With the development of web, scientists now have very convenient access to an increasing amount of literature that previously required trips to the library, inter-library loan delays, or substantial effort in locating the source. Studies shows that usage increases when access is more convenient, and maximizing the usage of the scientiﬁc record beneﬁts all of society.
Although availability varies greatly by discipline, over a million research articles are freely available on the web. Some journals and conferences provide free access online, others allow authors to post articles on the web, and others allow authors to purchase the right to post their articles on the web.
Free online availability facilitates access in multiple ways, including online archives, direct connections between scientists or research groups, hassle-free links from email, discussion groups, and other services, indexing by web search engines, and the creation of third-party search services. Free online availability of scientiﬁc literature offers substantial beneﬁts to science and society. To maximize impact, minimize redundancy, and speed scientiﬁc progress, author and publishers should aim to make research easy to access.
In today’s world of publishing it is true. It is highly unjustified that a researcher should pay to publish his own article and question is why? We should aim to have a system where knowledge is free, access to research article is free, and publishing research article is free. After all, the author spends a tremendous amount of his time and effort researching and writing about his research.

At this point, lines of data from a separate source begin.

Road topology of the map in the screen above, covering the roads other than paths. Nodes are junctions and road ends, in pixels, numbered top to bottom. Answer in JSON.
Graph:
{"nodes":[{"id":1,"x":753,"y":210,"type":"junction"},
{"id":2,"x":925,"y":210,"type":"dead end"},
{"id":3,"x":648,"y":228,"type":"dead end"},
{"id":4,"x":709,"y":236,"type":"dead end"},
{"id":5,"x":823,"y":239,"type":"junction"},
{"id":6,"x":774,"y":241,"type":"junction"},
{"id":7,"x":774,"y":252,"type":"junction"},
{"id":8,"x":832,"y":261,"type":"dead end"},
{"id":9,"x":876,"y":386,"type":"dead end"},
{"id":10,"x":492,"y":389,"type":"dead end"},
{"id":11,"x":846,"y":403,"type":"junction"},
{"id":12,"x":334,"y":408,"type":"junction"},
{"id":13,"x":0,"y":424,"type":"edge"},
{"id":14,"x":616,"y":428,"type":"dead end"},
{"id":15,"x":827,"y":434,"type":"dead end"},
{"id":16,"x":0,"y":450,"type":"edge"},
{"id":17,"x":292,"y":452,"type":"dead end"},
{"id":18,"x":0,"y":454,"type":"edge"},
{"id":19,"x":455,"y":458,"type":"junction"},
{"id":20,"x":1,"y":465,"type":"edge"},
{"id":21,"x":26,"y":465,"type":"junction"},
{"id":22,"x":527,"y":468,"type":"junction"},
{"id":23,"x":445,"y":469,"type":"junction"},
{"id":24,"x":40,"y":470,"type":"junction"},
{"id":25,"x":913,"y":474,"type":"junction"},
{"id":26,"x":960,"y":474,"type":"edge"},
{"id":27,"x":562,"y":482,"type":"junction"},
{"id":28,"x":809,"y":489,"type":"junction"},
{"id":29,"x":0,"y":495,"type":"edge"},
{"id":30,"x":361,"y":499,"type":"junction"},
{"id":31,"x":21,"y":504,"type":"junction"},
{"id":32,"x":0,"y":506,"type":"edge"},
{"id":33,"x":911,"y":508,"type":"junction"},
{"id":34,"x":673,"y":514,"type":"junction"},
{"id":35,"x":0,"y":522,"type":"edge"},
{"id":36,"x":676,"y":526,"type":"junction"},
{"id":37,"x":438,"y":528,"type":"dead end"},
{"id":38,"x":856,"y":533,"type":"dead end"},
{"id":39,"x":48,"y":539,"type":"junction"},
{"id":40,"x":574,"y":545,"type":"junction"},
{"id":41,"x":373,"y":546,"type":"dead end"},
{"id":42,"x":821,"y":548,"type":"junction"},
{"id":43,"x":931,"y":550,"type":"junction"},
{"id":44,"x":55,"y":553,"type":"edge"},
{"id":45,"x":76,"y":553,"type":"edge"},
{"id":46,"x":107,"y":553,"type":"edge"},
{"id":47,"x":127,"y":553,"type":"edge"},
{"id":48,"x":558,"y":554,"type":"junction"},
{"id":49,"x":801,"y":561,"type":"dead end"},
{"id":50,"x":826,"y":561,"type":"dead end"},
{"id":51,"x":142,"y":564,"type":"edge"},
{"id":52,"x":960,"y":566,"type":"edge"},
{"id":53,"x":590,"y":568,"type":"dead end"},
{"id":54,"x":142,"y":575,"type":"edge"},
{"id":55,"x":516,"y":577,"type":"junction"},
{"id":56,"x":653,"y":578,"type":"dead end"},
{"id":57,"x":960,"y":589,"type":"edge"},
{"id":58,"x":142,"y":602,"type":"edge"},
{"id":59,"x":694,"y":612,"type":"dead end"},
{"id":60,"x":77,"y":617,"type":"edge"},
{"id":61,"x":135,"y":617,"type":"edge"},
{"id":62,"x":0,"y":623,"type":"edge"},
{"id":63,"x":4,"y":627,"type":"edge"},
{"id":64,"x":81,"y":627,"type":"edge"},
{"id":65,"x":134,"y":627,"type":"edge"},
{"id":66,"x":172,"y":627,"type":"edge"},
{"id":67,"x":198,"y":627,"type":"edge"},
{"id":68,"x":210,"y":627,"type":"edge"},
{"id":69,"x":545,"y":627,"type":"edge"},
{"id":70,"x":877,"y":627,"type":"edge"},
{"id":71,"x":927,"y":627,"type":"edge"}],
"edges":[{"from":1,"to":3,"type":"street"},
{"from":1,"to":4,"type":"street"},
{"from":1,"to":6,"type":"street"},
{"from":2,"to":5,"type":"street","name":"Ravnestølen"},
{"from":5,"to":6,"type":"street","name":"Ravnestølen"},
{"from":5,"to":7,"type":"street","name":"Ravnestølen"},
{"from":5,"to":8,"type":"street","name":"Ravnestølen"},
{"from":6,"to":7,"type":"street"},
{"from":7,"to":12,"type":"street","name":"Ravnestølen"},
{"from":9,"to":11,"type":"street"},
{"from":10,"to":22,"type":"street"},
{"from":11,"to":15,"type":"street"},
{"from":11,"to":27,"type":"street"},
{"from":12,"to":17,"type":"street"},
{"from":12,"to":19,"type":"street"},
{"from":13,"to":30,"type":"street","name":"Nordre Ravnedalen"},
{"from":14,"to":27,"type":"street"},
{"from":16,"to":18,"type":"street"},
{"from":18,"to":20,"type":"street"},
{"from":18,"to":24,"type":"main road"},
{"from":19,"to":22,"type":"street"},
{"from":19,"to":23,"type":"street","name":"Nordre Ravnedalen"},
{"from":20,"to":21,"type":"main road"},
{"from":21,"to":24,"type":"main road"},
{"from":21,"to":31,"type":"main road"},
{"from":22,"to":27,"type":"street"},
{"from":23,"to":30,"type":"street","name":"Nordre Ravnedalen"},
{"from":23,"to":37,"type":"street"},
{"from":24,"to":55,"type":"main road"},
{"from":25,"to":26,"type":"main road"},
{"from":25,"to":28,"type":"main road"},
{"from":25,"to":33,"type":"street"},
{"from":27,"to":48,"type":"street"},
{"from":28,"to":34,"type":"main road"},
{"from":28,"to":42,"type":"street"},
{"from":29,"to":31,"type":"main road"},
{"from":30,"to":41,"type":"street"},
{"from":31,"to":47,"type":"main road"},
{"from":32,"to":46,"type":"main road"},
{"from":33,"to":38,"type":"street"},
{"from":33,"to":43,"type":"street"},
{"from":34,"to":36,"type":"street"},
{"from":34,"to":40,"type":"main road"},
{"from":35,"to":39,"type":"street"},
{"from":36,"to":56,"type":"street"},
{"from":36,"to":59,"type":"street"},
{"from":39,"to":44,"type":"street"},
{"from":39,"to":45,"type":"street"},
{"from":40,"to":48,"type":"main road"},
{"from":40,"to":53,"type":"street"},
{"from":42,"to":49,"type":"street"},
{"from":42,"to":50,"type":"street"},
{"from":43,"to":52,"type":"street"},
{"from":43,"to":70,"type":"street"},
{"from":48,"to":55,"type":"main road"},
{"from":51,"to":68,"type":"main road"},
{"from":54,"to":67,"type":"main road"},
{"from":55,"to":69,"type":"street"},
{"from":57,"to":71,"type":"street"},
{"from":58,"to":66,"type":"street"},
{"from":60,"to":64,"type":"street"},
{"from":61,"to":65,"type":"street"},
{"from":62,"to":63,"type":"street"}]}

Free access gives an opportunity of free collaborations amongst the researchers, which in effect will result into better research and better writing and hence a better community. We all should all aim towards free access to knowledge.

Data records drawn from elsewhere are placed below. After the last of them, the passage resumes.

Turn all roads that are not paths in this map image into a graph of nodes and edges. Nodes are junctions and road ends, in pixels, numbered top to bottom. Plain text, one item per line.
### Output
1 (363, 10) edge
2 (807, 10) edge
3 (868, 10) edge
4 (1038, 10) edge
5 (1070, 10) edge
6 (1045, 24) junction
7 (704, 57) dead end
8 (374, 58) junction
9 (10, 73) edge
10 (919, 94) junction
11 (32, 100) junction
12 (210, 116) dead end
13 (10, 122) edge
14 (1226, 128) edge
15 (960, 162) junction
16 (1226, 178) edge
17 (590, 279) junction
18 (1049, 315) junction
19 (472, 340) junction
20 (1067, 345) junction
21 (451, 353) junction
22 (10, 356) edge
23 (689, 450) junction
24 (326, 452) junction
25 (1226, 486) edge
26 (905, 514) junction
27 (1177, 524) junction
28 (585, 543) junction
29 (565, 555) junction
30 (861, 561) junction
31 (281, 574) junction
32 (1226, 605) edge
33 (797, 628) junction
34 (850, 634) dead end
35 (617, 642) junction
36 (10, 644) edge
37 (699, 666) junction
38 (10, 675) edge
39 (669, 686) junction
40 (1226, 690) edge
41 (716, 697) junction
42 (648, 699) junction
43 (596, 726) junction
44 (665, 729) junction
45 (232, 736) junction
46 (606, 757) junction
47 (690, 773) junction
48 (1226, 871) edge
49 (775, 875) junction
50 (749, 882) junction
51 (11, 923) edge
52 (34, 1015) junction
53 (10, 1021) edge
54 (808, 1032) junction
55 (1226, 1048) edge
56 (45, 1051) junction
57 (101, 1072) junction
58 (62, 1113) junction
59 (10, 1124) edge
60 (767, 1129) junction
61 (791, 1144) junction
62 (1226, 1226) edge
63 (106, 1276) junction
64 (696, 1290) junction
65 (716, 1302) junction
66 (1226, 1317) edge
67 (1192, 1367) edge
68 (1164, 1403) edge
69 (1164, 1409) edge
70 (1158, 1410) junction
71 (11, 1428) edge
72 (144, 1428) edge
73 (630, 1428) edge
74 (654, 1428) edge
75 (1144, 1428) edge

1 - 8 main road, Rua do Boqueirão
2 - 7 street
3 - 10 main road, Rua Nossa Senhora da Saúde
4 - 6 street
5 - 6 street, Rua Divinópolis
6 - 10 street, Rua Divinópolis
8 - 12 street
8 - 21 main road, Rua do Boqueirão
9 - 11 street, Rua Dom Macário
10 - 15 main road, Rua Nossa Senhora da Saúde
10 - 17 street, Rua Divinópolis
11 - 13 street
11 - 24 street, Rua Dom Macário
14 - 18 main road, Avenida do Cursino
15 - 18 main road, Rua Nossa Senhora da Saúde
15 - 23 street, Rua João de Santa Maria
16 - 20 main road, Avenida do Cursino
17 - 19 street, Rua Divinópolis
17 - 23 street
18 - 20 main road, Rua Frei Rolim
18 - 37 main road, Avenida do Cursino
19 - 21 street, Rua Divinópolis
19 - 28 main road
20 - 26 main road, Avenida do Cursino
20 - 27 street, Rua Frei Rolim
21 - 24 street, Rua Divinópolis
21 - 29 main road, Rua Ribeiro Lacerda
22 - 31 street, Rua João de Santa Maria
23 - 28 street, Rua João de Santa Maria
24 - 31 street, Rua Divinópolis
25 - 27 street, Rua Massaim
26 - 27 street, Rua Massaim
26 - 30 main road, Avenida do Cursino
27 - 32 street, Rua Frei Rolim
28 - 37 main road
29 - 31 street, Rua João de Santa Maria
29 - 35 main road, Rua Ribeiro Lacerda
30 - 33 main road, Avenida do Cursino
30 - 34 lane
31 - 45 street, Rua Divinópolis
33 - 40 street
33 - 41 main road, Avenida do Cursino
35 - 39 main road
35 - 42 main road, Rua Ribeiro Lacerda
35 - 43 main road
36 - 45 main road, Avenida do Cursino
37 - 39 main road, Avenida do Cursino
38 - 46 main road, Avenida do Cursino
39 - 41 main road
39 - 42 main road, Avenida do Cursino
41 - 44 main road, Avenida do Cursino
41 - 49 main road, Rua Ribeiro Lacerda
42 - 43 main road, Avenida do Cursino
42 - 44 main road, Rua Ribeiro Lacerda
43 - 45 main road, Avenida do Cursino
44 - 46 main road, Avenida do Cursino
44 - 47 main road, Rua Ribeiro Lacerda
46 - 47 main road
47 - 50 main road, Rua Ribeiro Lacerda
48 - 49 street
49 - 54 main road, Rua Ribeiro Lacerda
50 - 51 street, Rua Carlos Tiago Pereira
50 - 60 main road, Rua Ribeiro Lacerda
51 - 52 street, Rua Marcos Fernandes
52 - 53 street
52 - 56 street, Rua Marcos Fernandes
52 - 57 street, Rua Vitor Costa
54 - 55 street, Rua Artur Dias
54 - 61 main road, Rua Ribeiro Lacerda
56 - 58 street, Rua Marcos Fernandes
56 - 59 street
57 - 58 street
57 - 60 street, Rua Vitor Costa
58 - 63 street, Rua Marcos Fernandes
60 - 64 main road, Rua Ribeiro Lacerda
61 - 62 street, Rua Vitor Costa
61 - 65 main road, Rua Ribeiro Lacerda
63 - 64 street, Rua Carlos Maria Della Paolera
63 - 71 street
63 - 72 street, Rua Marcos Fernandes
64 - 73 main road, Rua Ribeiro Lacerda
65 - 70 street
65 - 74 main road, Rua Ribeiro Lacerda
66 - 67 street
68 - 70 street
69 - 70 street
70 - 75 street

Open Access is free, immediate, permanent online access to the full text of research articles for anyone, web wide, without the severe restrictions on use commonly imposed by publisher copyright agreements.
There are two roads to open access:
· the “green road” of open access self-archiving, where authors provide open access to their own published articles, by making their own e-prints (the final accepted version) freely available to all by placing them in institutional or central repositories;
the “golden road” of open access journal-publishing, where journals provide open access to their articles (either by charging the author/institution, a publication or processing fee instead of charging a subscription fee from the user/institution, or by simply making their online edition free for all and recouping the publication and production costs from other source).
An Open Access Publication is one that meets the following two conditions:
The author(s) and copyright holder(s) grant(s) to all users a free, irrevocable, worldwide, perpetual right of access to, and a license to copy, use, distribute, transmit and display the work publicly and to make and distribute derivative works, in any digital medium for any responsible purpose, subject to proper attribution of authorship, as well as the right to make small numbers of printed copies for their personal use.
A complete version of the work and all supplemental materials, including a copy of the permission as stated above, in a suitable standard electronic format is deposited immediately upon initial publication in at least one online repository that is supported by an academic institution, scholarly society, government agency, or other well-established organization that seeks to enable open access, unrestricted distribution, interoperability, and long-term archiving (for the biomedical sciences, PubMed Central is such a repository).
The two roads to open access, viz. open access self-archiving and open access publishing, are complementary. Normally, by open access we mean open access to refereed research papers. But open access does not exclude other forms of scholarly material such as preprints, theses, conference papers and reports.